TASK TO CARRY OUT = All lines containing the string "WEBER" must be copied from the entries.

Stored items
═══

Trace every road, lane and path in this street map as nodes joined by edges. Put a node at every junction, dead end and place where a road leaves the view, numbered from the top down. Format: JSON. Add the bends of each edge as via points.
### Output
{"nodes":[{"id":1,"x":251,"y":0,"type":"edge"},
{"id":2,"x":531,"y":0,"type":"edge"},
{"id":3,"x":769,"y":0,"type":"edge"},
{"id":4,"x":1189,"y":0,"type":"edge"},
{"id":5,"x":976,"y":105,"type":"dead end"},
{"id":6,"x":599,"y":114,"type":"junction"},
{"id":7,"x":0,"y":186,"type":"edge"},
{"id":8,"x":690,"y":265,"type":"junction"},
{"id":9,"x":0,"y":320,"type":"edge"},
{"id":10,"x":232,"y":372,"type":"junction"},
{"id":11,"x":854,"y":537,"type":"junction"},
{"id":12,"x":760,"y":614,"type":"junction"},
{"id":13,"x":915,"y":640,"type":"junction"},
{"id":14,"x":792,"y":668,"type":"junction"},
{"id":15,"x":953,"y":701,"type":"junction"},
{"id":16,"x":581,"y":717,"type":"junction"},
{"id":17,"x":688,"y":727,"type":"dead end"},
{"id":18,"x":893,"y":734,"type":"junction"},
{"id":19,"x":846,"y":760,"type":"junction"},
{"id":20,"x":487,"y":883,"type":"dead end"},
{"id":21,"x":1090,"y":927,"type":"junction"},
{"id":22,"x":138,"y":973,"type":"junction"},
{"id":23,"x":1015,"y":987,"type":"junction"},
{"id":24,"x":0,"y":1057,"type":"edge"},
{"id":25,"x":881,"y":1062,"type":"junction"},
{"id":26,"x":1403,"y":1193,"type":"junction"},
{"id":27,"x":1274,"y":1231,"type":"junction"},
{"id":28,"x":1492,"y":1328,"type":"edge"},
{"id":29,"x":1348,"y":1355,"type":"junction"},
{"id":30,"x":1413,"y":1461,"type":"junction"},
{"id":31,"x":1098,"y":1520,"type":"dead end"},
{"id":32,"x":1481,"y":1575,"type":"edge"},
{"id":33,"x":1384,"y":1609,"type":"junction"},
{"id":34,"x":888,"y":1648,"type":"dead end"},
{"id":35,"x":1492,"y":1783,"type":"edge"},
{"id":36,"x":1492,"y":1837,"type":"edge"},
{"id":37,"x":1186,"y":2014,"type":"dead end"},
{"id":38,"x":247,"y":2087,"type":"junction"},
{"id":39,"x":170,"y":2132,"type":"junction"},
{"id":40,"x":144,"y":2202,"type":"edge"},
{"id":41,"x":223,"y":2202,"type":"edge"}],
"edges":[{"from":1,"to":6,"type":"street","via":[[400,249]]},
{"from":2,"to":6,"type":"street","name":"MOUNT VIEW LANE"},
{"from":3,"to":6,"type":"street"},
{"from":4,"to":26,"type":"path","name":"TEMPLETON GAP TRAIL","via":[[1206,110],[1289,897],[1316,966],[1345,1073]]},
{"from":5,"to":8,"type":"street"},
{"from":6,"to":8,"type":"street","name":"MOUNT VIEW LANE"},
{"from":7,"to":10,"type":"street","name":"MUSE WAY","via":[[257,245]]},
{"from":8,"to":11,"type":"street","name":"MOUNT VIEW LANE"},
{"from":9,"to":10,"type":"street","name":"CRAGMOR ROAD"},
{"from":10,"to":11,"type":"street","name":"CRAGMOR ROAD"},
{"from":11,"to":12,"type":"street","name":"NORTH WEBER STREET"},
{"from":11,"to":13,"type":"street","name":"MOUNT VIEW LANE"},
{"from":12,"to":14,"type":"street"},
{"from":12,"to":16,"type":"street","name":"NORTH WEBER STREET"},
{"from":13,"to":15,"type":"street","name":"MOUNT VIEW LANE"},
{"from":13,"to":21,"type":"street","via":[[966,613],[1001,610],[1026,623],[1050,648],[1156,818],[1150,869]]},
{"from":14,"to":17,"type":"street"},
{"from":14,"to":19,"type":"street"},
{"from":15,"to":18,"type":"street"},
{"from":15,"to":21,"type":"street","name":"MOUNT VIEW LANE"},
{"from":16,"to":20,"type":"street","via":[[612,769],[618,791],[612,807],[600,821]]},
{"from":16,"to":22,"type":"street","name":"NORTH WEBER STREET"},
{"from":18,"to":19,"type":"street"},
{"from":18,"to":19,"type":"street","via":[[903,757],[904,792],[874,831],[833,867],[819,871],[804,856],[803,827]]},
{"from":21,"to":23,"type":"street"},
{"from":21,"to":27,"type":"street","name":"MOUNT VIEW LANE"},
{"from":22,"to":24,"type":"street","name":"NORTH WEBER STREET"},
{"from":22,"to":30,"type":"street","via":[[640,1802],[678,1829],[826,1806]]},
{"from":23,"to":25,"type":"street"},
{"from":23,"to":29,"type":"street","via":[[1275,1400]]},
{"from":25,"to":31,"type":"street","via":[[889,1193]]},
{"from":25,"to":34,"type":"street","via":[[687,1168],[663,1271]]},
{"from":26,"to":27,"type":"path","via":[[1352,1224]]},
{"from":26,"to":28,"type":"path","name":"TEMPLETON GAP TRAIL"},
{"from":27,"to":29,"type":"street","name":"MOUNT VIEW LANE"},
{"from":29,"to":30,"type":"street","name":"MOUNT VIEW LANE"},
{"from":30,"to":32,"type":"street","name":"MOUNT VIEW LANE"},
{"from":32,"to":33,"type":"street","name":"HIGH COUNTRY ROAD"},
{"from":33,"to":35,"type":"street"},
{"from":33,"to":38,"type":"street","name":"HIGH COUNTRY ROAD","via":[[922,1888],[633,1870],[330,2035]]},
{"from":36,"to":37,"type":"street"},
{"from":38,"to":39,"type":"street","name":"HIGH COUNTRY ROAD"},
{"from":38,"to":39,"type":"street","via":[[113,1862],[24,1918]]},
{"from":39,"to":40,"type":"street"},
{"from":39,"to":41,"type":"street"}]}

═══

EXERCISE RESULT =
{"from":11,"to":12,"type":"street","name":"NORTH WEBER STREET"},
{"from":12,"to":16,"type":"street","name":"NORTH WEBER STREET"},
{"from":16,"to":22,"type":"street","name":"NORTH WEBER STREET"},
{"from":22,"to":24,"type":"street","name":"NORTH WEBER STREET"},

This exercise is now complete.